A Call to HIM Women: Fight for Gender Diversity

“If you want to be at the head of the table, you have to be sitting there first.”


“If you want to be at the head of the table, you have to be sitting there first.”

That’s the message for gender diversity that Merida Johns, president at the Monarch Center for Women’s Leadership Development, brought to the American Health Information Management Association’s annual conference, where 92 percent of AHIMA members are women.

Women are at least 50 percent of the nation’s workforce, and 77 percent in health care and education. They control 73 percent of household spending--$4.4 trillion in discretionary spending each year. “But a disproportionate number systematically fair to reach middle or senior levels, let alone the C-suite,” Johns, a 40-year HIM professional, told a packed session hall with a smattering of men.

There’s been no progress in closing the wage gap since 2001, she asserted. Women on average earn 78 cents for each dollar earned by a male in the same job--58 cents for professional women as the gap increases as they rise in the ranks. Other stats: 46 percent of all employees in Fortune 500 companies are women. Yet only 14.4 percent are executive officers, about 15.7 percent serve on the board, 7.6 percent are top earning executives and 2.4 percent are CEOs. Less than 15 percent of hospital CEOs are women.

The inequity continues despite multiple studies over 15 years that show companies that best promote women “outstrip other companies on every measure of profitability,” Johns asserted. There are many reasons for the discrepancies and women share the blame, she noted. They have lower career confidence and set ambitions lower, lack clarity in those ambitions, have a cautious approach to applying for positions, and are reluctant to promote themselves. “When women get a compliment, think of how you respond: ‘Oh, it was nothing.’”

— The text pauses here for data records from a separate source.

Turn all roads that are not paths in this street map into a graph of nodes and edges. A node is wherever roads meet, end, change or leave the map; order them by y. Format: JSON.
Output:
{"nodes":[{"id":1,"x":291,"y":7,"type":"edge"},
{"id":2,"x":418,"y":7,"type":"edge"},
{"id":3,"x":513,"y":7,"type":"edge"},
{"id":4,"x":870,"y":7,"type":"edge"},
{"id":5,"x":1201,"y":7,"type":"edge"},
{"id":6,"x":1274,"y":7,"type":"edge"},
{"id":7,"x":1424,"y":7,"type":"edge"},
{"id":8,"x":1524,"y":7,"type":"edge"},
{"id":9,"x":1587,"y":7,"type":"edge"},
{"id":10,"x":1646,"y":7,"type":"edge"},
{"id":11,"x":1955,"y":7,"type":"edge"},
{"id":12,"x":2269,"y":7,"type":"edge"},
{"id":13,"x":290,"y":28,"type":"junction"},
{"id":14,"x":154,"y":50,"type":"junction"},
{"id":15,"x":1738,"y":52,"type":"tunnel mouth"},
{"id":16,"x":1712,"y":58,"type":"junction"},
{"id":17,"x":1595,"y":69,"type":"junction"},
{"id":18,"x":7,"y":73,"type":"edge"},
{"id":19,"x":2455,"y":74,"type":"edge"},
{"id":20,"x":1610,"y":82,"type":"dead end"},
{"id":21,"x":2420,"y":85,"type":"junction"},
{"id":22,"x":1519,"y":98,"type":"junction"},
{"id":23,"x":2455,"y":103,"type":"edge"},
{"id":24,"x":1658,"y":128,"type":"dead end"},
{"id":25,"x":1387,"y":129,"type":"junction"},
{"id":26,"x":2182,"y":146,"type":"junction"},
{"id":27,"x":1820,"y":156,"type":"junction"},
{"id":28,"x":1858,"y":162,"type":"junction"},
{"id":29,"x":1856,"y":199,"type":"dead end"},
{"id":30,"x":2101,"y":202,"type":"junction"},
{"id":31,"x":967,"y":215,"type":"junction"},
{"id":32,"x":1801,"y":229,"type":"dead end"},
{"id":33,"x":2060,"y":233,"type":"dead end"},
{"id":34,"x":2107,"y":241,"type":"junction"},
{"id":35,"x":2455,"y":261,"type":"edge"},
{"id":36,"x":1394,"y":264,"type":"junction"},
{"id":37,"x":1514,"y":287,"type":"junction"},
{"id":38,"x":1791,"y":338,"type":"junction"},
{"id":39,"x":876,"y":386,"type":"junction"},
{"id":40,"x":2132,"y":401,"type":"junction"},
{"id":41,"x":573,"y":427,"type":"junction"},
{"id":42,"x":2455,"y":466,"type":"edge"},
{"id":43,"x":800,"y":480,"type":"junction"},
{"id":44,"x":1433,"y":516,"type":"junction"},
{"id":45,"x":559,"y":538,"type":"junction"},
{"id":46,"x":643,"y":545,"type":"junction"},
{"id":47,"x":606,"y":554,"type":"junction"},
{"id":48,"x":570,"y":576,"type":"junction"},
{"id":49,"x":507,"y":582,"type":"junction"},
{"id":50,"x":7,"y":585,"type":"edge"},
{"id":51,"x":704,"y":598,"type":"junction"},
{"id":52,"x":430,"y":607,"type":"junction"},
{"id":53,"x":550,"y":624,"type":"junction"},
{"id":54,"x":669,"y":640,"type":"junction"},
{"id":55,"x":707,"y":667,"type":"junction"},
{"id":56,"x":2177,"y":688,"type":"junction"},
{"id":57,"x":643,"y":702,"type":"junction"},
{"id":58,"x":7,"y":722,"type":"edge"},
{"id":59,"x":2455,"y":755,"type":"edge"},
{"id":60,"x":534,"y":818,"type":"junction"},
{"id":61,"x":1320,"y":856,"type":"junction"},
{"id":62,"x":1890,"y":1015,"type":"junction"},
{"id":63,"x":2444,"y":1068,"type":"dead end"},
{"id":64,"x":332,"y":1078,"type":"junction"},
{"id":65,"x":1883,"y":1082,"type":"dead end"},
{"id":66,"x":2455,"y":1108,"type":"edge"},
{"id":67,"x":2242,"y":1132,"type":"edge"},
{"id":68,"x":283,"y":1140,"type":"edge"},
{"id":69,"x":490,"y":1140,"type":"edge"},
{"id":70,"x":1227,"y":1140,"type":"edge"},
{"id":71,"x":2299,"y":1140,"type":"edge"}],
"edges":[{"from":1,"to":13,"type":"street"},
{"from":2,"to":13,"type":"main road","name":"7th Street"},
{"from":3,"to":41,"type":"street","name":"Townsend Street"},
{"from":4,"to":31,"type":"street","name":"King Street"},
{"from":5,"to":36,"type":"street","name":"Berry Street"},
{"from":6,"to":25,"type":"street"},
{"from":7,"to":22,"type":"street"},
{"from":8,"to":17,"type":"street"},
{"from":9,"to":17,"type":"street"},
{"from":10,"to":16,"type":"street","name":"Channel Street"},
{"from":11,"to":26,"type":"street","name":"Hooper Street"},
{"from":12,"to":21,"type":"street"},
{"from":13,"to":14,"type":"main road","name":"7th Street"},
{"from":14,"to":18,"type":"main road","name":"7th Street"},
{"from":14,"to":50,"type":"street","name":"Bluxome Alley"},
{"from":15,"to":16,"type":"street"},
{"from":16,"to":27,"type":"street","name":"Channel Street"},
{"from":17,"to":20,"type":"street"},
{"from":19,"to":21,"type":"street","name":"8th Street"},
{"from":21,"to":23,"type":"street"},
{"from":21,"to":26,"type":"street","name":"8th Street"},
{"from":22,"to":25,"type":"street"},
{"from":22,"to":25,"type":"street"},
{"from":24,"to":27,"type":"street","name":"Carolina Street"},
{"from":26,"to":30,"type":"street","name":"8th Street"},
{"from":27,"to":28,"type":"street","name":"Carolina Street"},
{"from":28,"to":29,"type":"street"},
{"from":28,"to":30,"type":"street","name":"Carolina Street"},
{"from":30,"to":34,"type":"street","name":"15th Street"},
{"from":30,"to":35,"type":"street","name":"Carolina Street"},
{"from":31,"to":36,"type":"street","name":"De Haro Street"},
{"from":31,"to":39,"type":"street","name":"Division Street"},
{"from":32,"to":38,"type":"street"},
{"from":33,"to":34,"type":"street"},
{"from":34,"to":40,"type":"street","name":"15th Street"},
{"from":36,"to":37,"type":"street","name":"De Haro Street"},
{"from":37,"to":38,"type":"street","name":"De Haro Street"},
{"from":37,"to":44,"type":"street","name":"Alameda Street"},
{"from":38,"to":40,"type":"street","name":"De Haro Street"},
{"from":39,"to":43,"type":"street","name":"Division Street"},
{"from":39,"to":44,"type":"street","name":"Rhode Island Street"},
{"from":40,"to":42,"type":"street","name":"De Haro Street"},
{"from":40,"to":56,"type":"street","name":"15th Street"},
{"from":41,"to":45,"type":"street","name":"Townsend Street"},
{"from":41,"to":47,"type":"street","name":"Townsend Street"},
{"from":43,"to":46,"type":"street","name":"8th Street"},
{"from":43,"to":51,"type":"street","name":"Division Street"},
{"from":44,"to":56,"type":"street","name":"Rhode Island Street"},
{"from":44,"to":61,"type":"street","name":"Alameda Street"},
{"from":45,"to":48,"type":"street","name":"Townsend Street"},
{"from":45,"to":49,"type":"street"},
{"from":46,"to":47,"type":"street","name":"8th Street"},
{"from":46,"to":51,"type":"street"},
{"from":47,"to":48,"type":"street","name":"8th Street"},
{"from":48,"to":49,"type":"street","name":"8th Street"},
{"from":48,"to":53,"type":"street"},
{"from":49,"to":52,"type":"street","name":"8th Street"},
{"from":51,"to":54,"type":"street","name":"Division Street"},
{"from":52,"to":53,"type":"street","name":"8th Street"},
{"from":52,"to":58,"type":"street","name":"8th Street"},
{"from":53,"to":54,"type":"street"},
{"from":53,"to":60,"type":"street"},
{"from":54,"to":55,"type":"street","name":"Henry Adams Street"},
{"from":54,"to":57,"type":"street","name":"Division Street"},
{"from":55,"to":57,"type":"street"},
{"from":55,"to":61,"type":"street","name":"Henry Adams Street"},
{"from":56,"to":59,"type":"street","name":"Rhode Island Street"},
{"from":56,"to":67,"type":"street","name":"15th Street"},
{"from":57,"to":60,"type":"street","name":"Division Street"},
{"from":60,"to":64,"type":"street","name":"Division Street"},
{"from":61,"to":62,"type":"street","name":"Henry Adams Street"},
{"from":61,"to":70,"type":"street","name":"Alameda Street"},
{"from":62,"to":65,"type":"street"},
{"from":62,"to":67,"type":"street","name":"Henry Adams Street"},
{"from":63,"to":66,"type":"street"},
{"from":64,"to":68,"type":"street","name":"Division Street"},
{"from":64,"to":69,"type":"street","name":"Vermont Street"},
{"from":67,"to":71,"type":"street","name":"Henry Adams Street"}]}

A free Web site at the University of Pennsylvania, www.authentichappiness.com, can help women and men develop an inventory of character strengths, establish a vision and purpose, develop career clarity, and develop “audacious goals,” Johns advised. She also walked through the LEADS Model that her organization uses to aid women in career advancement. The model covers leveraging strengths, enhancing confidence, massing social capital, developing your personal brand and seeking opportunities.

Johns recalled a former assistant who later was an aide to a health care CIO. He asked what her ambition was and she said, “I want your job.” The CIO mentored her for 1.5 years until he was recruited by another organization. He didn’t want the position but told the organization he had the perfect candidate, and the aide today is CIO at a large delivery system. “Put up the goals and you’ll be surprised at the opportunities that start coming up.”